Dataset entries
■ ■ ■ ■ ■ ■ ■
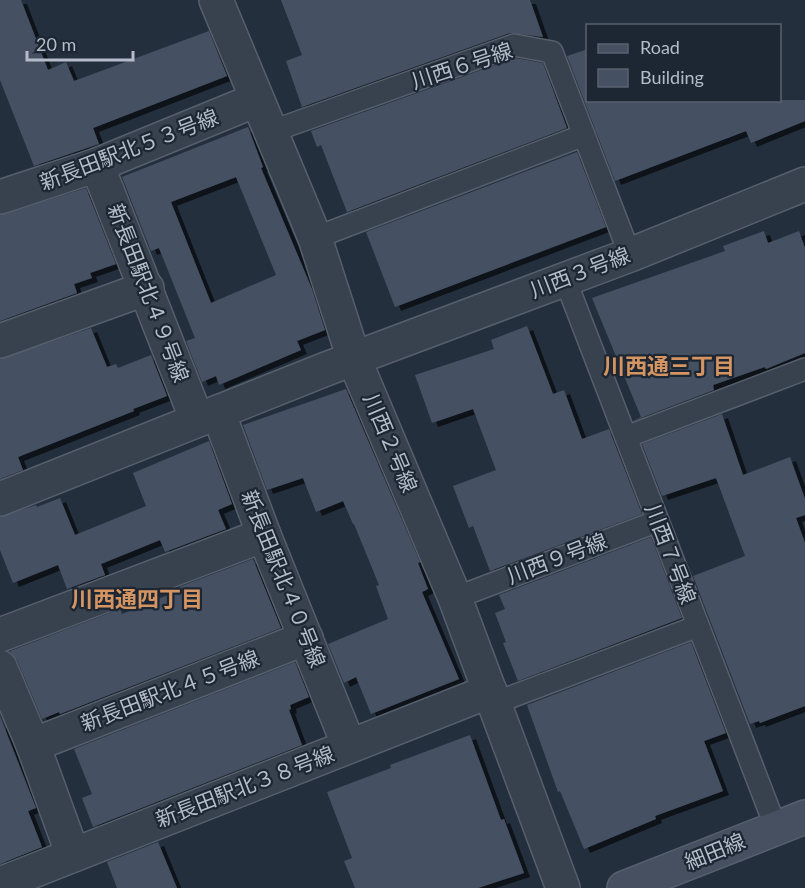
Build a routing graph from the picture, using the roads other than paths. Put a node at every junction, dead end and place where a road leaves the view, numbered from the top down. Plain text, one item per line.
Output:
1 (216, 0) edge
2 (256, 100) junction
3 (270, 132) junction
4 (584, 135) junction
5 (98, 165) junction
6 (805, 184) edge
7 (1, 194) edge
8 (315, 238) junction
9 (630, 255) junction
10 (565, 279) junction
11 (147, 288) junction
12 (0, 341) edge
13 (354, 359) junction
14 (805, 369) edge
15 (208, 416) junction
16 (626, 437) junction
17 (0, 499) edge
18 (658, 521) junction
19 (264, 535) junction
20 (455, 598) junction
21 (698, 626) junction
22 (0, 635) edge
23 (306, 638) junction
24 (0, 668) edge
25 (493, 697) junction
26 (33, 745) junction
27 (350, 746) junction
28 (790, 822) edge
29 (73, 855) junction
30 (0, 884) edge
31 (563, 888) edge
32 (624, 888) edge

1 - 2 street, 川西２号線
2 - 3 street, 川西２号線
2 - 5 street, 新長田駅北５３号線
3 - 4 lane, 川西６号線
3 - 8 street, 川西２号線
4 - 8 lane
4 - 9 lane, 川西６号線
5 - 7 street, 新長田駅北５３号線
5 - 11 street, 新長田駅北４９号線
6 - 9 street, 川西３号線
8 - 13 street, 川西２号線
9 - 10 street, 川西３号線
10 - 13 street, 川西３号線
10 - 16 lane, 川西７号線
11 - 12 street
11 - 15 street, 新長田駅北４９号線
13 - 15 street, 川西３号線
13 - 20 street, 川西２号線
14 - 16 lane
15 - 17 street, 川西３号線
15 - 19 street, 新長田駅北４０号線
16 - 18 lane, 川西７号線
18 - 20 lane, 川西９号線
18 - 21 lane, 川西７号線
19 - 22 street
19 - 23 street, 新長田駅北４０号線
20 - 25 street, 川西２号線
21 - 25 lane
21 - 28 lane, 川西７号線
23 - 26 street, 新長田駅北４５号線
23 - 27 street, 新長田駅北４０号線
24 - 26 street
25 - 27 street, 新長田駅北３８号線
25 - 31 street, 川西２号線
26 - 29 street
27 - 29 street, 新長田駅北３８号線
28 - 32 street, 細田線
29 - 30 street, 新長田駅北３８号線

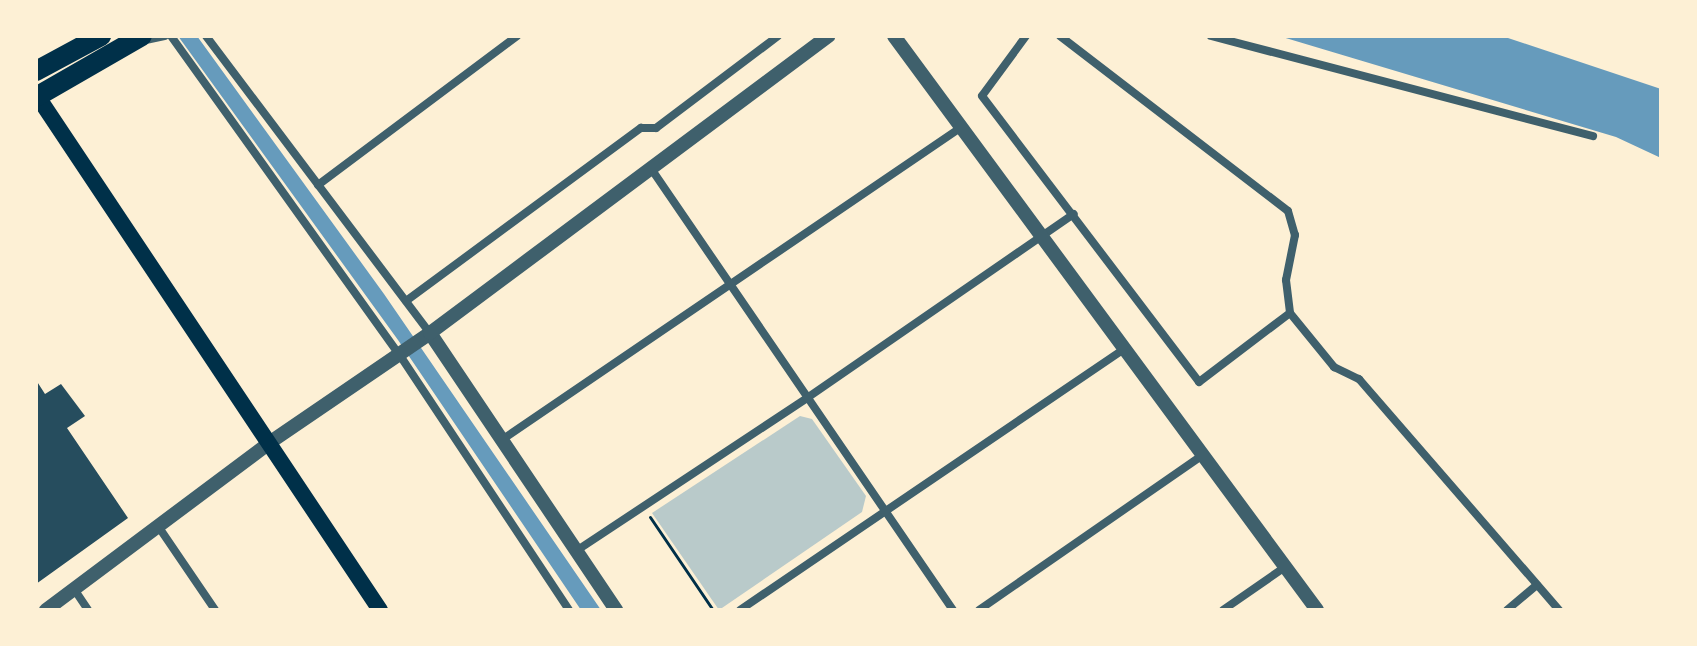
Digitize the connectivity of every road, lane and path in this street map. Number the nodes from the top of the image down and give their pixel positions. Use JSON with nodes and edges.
■ ■ ■ ■ ■ ■ ■
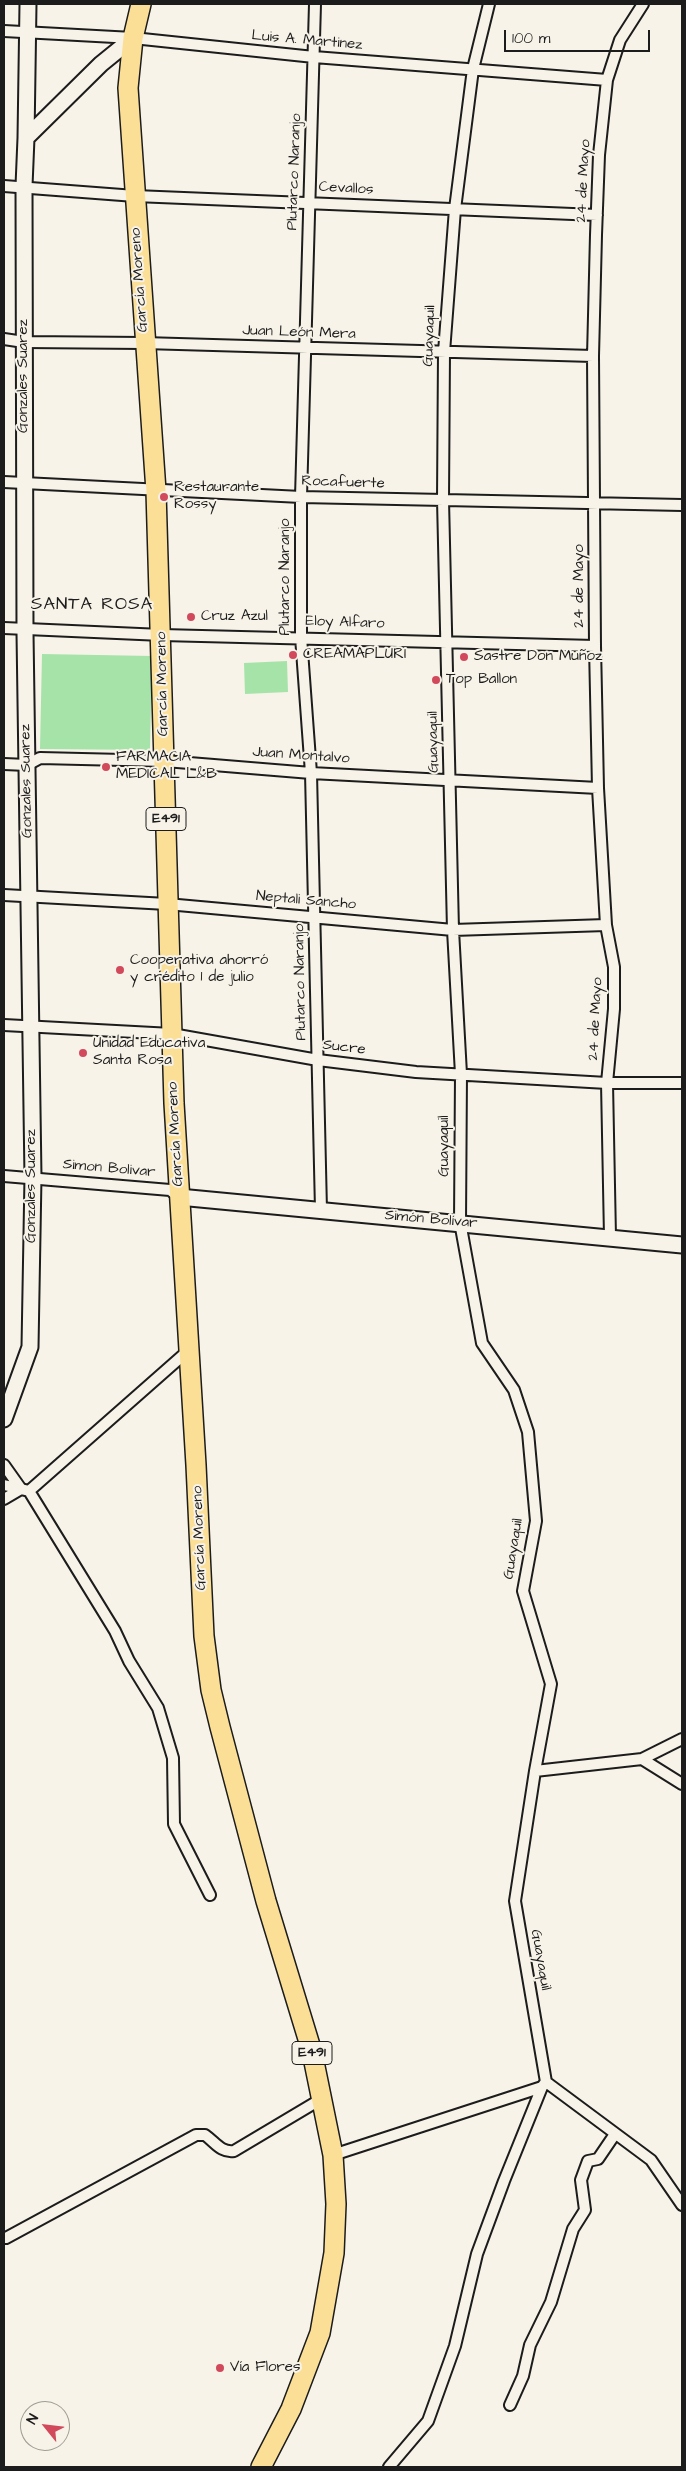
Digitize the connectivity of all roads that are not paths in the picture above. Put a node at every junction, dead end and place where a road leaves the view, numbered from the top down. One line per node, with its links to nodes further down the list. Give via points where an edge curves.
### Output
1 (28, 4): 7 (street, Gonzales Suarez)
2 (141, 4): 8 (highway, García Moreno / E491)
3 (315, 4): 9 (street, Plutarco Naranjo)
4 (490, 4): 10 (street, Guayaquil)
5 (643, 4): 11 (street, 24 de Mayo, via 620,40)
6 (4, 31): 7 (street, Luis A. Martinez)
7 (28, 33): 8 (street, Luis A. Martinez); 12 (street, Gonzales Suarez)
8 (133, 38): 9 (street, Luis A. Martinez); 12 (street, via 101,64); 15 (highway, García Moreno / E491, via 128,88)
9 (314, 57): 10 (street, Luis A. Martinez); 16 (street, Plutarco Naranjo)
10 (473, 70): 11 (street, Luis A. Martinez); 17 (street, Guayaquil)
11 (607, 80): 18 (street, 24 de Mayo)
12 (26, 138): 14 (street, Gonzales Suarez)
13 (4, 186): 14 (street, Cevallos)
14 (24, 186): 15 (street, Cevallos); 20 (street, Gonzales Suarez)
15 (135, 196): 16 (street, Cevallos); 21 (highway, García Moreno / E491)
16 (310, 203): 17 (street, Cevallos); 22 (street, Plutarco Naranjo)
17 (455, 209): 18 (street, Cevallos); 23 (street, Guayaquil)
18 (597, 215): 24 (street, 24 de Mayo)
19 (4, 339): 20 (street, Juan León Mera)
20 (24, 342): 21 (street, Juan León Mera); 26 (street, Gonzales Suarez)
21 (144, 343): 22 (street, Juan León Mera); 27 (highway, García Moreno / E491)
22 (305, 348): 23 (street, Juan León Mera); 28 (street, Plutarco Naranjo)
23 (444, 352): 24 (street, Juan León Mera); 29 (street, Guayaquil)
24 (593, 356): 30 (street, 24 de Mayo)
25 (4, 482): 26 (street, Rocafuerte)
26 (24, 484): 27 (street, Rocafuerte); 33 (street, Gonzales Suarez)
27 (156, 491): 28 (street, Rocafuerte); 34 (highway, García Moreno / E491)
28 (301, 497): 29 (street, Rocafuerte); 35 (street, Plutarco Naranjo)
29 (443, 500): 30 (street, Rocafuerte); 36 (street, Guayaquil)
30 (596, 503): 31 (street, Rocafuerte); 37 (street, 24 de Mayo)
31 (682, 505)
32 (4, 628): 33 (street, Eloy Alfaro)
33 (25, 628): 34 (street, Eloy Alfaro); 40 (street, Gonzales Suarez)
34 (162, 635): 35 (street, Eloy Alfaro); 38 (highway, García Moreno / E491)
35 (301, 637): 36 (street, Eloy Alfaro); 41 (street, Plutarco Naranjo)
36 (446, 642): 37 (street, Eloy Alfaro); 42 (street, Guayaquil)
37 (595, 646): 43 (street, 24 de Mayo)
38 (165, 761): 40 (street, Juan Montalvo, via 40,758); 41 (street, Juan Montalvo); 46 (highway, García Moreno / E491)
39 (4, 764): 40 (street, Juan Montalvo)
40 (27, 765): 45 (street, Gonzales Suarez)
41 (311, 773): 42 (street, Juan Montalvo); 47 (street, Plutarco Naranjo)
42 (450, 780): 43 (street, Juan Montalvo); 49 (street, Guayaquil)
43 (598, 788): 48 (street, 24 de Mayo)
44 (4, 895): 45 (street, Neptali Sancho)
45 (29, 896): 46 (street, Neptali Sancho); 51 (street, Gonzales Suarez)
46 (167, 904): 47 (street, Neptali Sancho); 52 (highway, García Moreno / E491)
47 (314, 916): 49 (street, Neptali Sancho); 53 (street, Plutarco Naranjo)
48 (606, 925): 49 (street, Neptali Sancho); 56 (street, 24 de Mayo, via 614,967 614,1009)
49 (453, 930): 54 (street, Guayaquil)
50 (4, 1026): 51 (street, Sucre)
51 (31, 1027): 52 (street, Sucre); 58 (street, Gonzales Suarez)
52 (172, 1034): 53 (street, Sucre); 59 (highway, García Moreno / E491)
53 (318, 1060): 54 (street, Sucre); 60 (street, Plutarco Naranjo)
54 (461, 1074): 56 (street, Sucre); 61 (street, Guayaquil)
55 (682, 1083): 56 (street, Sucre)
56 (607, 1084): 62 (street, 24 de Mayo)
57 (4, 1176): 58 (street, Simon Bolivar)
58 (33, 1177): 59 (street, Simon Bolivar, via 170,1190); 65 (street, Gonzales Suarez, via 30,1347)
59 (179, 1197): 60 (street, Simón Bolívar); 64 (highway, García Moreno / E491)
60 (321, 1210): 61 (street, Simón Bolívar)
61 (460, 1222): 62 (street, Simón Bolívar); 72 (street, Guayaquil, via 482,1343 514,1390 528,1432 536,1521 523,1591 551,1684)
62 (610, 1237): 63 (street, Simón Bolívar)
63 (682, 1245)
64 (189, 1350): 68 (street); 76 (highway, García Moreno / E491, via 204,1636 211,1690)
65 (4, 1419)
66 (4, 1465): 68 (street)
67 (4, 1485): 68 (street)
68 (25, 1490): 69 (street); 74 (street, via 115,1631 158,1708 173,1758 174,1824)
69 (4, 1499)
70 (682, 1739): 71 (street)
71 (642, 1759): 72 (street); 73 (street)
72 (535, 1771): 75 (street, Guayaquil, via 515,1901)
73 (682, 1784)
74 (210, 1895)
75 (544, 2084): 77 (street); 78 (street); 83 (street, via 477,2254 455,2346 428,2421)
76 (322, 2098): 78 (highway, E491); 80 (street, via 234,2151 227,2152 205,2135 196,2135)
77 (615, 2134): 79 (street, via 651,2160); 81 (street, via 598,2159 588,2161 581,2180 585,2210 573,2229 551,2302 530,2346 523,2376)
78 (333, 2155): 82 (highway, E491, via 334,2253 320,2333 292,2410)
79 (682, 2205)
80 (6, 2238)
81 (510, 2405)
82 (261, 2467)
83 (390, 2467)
■ ■ ■ ■ ■ ■ ■
- [Task prompt]
Please print the lines above word for word, starting at the one with "Build a routing" and ending at the one with "Digitize the connectivity of every", both included, and without any picture.

- [Output below]
Build a routing graph from the picture, using the roads other than paths. Put a node at every junction, dead end and place where a road leaves the view, numbered from the top down. Plain text, one item per line.
Output:
1 (216, 0) edge
2 (256, 100) junction
3 (270, 132) junction
4 (584, 135) junction
5 (98, 165) junction
6 (805, 184) edge
7 (1, 194) edge
8 (315, 238) junction
9 (630, 255) junction
10 (565, 279) junction
11 (147, 288) junction
12 (0, 341) edge
13 (354, 359) junction
14 (805, 369) edge
15 (208, 416) junction
16 (626, 437) junction
17 (0, 499) edge
18 (658, 521) junction
19 (264, 535) junction
20 (455, 598) junction
21 (698, 626) junction
22 (0, 635) edge
23 (306, 638) junction
24 (0, 668) edge
25 (493, 697) junction
26 (33, 745) junction
27 (350, 746) junction
28 (790, 822) edge
29 (73, 855) junction
30 (0, 884) edge
31 (563, 888) edge
32 (624, 888) edge

1 - 2 street, 川西２号線
2 - 3 street, 川西２号線
2 - 5 street, 新長田駅北５３号線
3 - 4 lane, 川西６号線
3 - 8 street, 川西２号線
4 - 8 lane
4 - 9 lane, 川西６号線
5 - 7 street, 新長田駅北５３号線
5 - 11 street, 新長田駅北４９号線
6 - 9 street, 川西３号線
8 - 13 street, 川西２号線
9 - 10 street, 川西３号線
10 - 13 street, 川西３号線
10 - 16 lane, 川西７号線
11 - 12 street
11 - 15 street, 新長田駅北４９号線
13 - 15 street, 川西３号線
13 - 20 street, 川西２号線
14 - 16 lane
15 - 17 street, 川西３号線
15 - 19 street, 新長田駅北４０号線
16 - 18 lane, 川西７号線
18 - 20 lane, 川西９号線
18 - 21 lane, 川西７号線
19 - 22 street
19 - 23 street, 新長田駅北４０号線
20 - 25 street, 川西２号線
21 - 25 lane
21 - 28 lane, 川西７号線
23 - 26 street, 新長田駅北４５号線
23 - 27 street, 新長田駅北４０号線
24 - 26 street
25 - 27 street, 新長田駅北３８号線
25 - 31 street, 川西２号線
26 - 29 street
27 - 29 street, 新長田駅北３８号線
28 - 32 street, 細田線
29 - 30 street, 新長田駅北３８号線

Digitize the connectivity of every road, lane and path in this street map. Number the nodes from the top of the image down and give their pixel positions. Use JSON with nodes and edges.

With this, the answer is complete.